In the presented 1D phase scan at L1, there was no evident lower limit to the bunch length from which the CTR image was lost. To determine this lower limit, the next step is to perform a similar CTR image analysis for scans reaching maximum compression to try to find a minimum FWHM. Then, the beam can also be studied in overcompression, where substructures may become visible at this lower limit, in an attempt to test the system resolution, as the CTR features are expected to change with the presence of higher-frequency components in the image.

Some changes may be necessary to fully explore the smaller bunch lengths and structures as the coherent TR cutoff ${\lambda }_{\mathrm{cutoff}}$ for electron bunches of a few femtoseconds (1–9 fs) falls within the optical and near-infrared 0.3–2.7 $\mathsf{\mu }$m range, and thus they might not be resolvable with the current bandwidth. The current system utilizes an HRFZ-Si viewing window, which is not fully transparent in this range of a few femtoseconds (only at wavelengths $\ge 1.2$ $\mathsf{\mu }$m or bunch lengths $\ge 4$ fs). An ideal option would be a diamond window, but it is costly to implement. Alternatively, options like TPX could be considered, although other wavelength ranges would be attenuated [35].

Even after replacing the window with a new material, the system would also require additional cameras to effectively cover the new spectral ranges not currently covered by the Pyrocam. The OAP system would require further development with beam splitters and added mirrors to split different frequency bands into the various sensors. Additionally, since high-frequency components (closer to the CTR image center) would dominate the image for shorter bunch lengths, the current magnification ($2\times$) could be insufficient to observe enough detail in the CTR images.

4.2. Image Analysis Improvements

The presented image analysis, although illustrative for studying the physical phenomenon, lacks the required rigor to extract sufficient information for fully characterizing the relationship between the CTR image distributions and bunch length measurements. CTR images are complex and carry information about the main structure and the substructures present on the electron bunch profile. To find, study, and model these, two approaches could be considered.

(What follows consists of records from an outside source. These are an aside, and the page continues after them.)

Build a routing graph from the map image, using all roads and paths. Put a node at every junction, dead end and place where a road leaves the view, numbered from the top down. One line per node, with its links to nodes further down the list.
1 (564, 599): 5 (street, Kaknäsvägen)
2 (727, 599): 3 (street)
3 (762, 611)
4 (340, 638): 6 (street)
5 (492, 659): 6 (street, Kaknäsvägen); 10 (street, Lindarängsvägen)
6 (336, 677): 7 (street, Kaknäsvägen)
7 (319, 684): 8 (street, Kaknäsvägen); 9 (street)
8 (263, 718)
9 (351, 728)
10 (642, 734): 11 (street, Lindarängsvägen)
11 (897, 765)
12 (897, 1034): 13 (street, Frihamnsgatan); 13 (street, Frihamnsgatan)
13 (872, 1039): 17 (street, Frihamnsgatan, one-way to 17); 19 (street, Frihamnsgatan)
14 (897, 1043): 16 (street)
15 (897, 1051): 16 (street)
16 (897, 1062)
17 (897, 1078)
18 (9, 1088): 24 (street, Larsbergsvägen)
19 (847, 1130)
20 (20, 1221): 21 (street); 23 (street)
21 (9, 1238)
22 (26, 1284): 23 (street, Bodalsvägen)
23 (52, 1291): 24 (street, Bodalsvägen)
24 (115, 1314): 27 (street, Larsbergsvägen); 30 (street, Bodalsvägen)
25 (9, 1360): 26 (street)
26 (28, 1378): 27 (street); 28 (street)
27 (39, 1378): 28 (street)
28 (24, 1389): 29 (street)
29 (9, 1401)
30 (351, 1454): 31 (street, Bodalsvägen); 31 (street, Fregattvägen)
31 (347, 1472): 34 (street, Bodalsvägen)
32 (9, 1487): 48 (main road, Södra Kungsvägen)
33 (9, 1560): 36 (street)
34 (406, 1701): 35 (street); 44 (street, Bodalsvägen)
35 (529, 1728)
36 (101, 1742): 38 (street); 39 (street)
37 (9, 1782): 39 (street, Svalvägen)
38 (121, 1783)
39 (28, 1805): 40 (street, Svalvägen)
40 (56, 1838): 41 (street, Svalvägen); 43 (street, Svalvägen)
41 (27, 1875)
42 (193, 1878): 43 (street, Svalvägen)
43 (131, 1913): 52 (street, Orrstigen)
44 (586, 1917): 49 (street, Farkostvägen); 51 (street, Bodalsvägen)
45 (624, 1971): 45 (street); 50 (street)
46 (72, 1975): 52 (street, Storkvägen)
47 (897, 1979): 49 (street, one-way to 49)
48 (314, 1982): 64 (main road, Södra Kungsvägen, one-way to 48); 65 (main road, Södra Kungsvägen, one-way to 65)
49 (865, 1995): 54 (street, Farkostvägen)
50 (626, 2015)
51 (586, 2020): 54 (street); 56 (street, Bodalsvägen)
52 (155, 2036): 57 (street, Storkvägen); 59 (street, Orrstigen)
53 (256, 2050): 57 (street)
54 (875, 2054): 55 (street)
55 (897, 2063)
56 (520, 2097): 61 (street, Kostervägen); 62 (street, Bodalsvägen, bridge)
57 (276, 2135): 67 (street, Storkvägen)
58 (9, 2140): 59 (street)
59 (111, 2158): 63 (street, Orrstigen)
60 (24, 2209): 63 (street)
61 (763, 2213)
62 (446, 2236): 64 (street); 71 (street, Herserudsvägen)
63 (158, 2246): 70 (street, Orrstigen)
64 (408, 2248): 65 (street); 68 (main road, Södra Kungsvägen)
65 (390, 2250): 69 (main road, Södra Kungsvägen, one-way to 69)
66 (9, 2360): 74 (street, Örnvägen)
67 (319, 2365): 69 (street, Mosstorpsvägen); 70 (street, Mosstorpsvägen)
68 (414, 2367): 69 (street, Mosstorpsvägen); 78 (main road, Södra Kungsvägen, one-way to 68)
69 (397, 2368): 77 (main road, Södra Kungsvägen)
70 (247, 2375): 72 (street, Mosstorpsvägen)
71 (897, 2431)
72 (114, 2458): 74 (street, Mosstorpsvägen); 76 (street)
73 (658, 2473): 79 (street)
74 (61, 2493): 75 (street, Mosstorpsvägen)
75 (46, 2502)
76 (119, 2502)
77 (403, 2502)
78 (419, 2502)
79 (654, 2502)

First, by simulating CTR images from realistic simulated profiles (for example, from particle tracking simulations), it may be possible to compare experimental images directly to find these relationships. However, the effect of substructures and the high-frequency components that dominate the CTR images when present in the electron bunch profile could limit the ability to generalize this type of analysis due to increased complexity.

The second approach to consider is the use of deep learning techniques for image analysis and computer vision, as these can more easily learn the patterns and complexity of the CTR images. Both approaches could be combined, as the second method would also benefit from the use of simulated profiles and corresponding CTR spatial images to train the models, since deep learning models require thousands of samples for training. With this approach, determining the bunch length would be possible; however, it also opens up the possibility of full bunch profile reconstructions, provided that the correct models are trained, as preliminary work with Gaussian profiles has shown [43].

5. Conclusions

Taken together, the prototype design process and the preliminary results presented in the previous sections both support continued work toward the development of a fully functional bunch length monitor based on the analysis of coherent transition radiation images. The design-to-data collection process required a deep understanding of the CTR and all the considerations for effectively acquiring relevant data to test the technique at MAX IV SPF for bunches $<70$ fs FWHM at 3 GeV and $\approx 100$ pC. The data analysis stage consolidated this knowledge, making it possible to define the following steps for new iterations of the prototype (improvements in magnification, widening the bandwidth by replacing optical components, or the addition of new sensors for new frequency ranges) and image analysis techniques (simulated CTR comparisons and deep learning) toward a single-shot online bunch length monitor.